In April 2021 Louisiana state representative Ray Garofalo got in trouble because he made this obviously humorous remark in a debate over education:
“If you are having a discussion on whatever the case may be, on slavery, then you can talk about everything dealing with slavery: the good, the bad, the ugly,” Garofalo said.
The mere fact that he was quoting an old Sergio Leone film-title ought to have made clear that he wasn't making an in-depth judgment on the conditions of slavery in the United States. Nevertheless, righteous liberals descended like locusts, and Garofalo had to walk back his comments to some extent.
Perhaps even more insidious are recent cancellations of actress Ellie Kemper and BACHELOR host Chris Harrison due to the appearance of giving props to the Confederacy in one way or another. As with the crusades against Confederate statues and flags, the Left has decided to play the part of the Inquisition in this game of race-shaming, and they're not likely to back off on what seems to have been a political success for them, at least for the present.
I'm going to avoid repeating the observations I made in THE CONFEDERACY AND THE DUNCES, but I wanted to address the specific idea that everything in a given hated culture must be abolished. The BACHELOR tsunami came about because Harrison dared to take lightly the stigmatization of a contestant who had attended a so-called "antebellum party." This sort of event probably has little or no political ramifications, being the equivalent of people dressing up for a Halloween event. But the Left must attack everything even tangentially connected with the Confederate States.
In this essay I wrote:
The pro-slavery proponents were, without doubt, greedy and venal people. But you know what? Every damn country has to make allowances for greedy, venal people in power. That’s the only way anyone ever manages to create a unified nation, and it’s only with a unified nation that wrongs can be redressed and slaves liberated.
The only addition I'll make to this is that every people who has exerted power over other persons has also produced a range of both great and banal art. Most of Western culture descends from the innovations of the Greeks, who did not for an instant question the propriety of keeping slaves to do the dirty work.
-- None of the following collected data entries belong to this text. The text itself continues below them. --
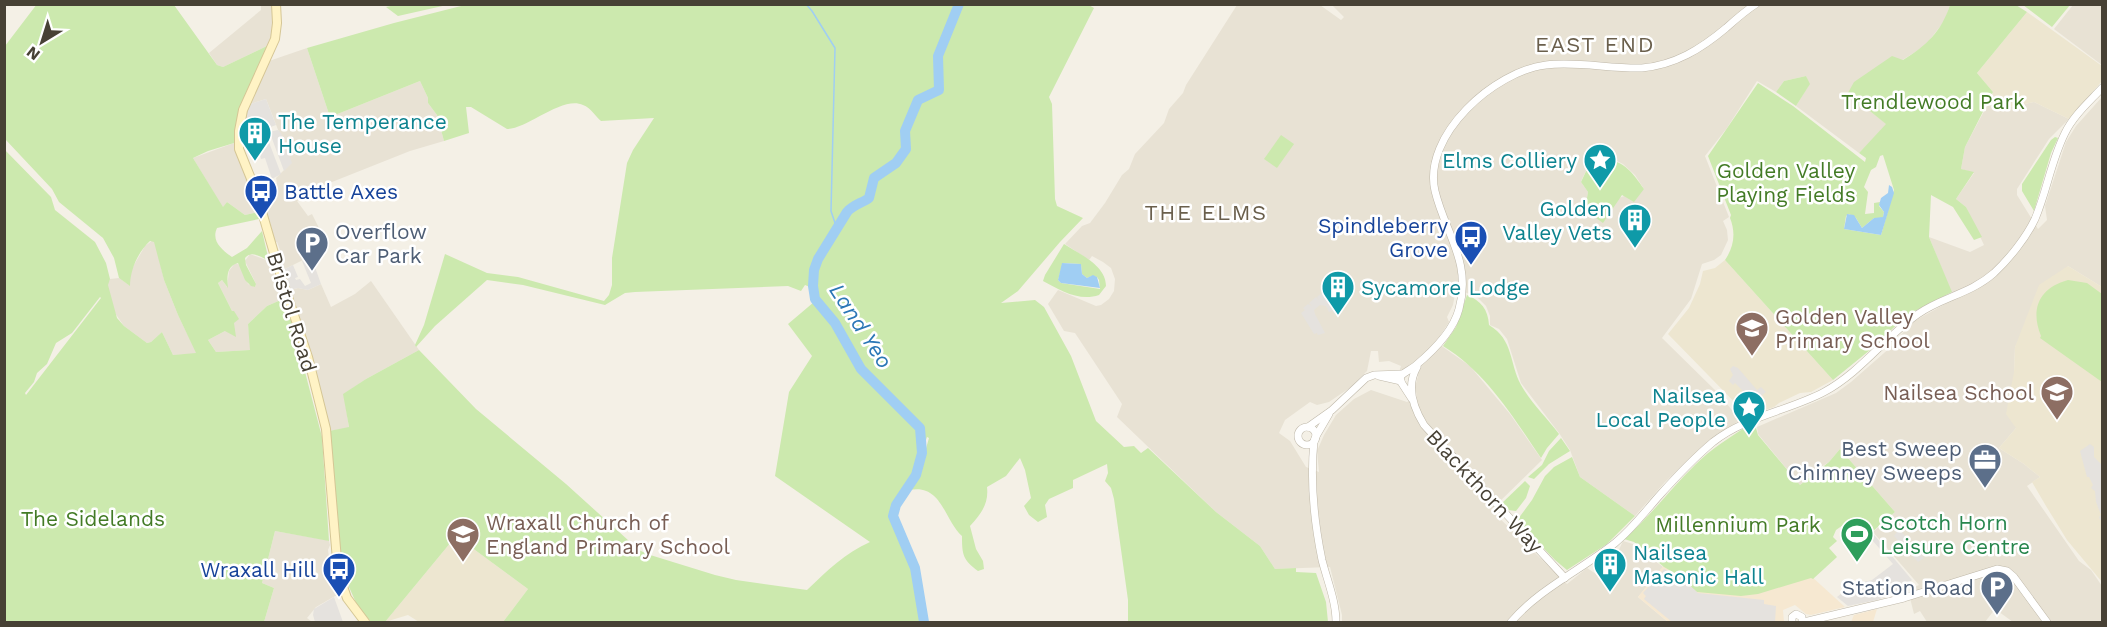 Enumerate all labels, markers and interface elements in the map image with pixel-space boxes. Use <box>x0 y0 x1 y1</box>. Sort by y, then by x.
north arrow <box>12 12 72 72</box>
district label: EAST END <box>1535 32 1655 57</box>
text: N <box>23 42 44 65</box>
park label: Trendlewood Park <box>1841 89 2025 114</box>
place label: The Temperance House <box>278 109 447 158</box>
building icon: The Temperance House <box>237 115 273 162</box>
place icon: Elms Colliery <box>1582 142 1618 189</box>
place label: Elms Colliery <box>1442 148 1577 173</box>
park label: Golden Valley Playing Fields <box>1716 158 1856 207</box>
bus stop icon: Battle Axes <box>243 173 279 220</box>
place label: Battle Axes <box>284 179 398 204</box>
place label: Golden Valley Vets <box>1502 196 1612 245</box>
district label: THE ELMS <box>1144 200 1268 225</box>
building icon: Golden Valley Vets <box>1617 202 1653 249</box>
place label: Spindleberry Grove <box>1318 213 1448 262</box>
place label: Overflow Car Park <box>335 219 427 268</box>
bus stop icon: Spindleberry Grove <box>1453 219 1489 266</box>
parking icon: Overflow Car Park <box>294 225 330 272</box>
street label: Bristol Road <box>262 249 322 375</box>
building icon: Sycamore Lodge <box>1320 269 1356 316</box>
place label: Sycamore Lodge <box>1361 275 1530 300</box>
water label: Land Yeo <box>824 279 898 373</box>
place label: Golden Valley Primary School <box>1775 304 1930 353</box>
school or university icon: Golden Valley Primary School <box>1734 310 1770 357</box>
school or university icon: Nailsea School <box>2039 374 2075 421</box>
place label: Nailsea School <box>1883 380 2035 405</box>
place label: Nailsea Local People <box>1596 383 1726 432</box>
place icon: Nailsea Local People <box>1731 389 1767 436</box>
street label: Blackthorn Way <box>1421 424 1549 558</box>
place label: Best Sweep Chimney Sweeps <box>1788 436 1962 485</box>
office icon: Best Sweep Chimney Sweeps <box>1967 442 2003 489</box>
park label: The Sidelands <box>21 506 165 531</box>
place label: Wraxall Church of England Primary School <box>486 510 731 559</box>
place label: Scotch Horn Leisure Centre <box>1880 510 2030 559</box>
park label: Millennium Park <box>1655 512 1821 537</box>
school or university icon: Wraxall Church of England Primary School <box>445 516 481 563</box>
sports icon: Scotch Horn Leisure Centre <box>1839 516 1875 563</box>
place label: Nailsea Masonic Hall <box>1633 540 1764 589</box>
building icon: Nailsea Masonic Hall <box>1592 546 1628 593</box>
bus stop icon: Wraxall Hill <box>321 551 357 598</box>
place label: Wraxall Hill <box>200 557 317 582</box>
parking icon: Station Road <box>1979 569 2015 616</box>
place label: Station Road <box>1842 575 1974 600</box>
I can't claim that the literature of the Southern American states before or immediately after the Civil War was as pivotal of that of the Greeks. Nevertheless, the ornate fashions and architecture of the Southern plantations still has the power to impress moderns on the aesthetic level, even if they may abominate the institution of slavery. Note as example the final episode of the 1980 teleseries DESIGNING WOMEN, which concluded with the female characters-- all of whom were liberal soapboxes for the show's liberal producer-- dreaming that they were wearing GONE WITH THE WIND outfits.
The wages of slavery, in the social sense, can only be trauma and turmoil. But every culture oppresses some underclass at one time or another, and at no time has that fact kept any such cultures from producing "good" things alongside the "bad" ones. Thus it's logically impossible to render such a judgment only against American Southern culture prior to the Civil War's conclusion.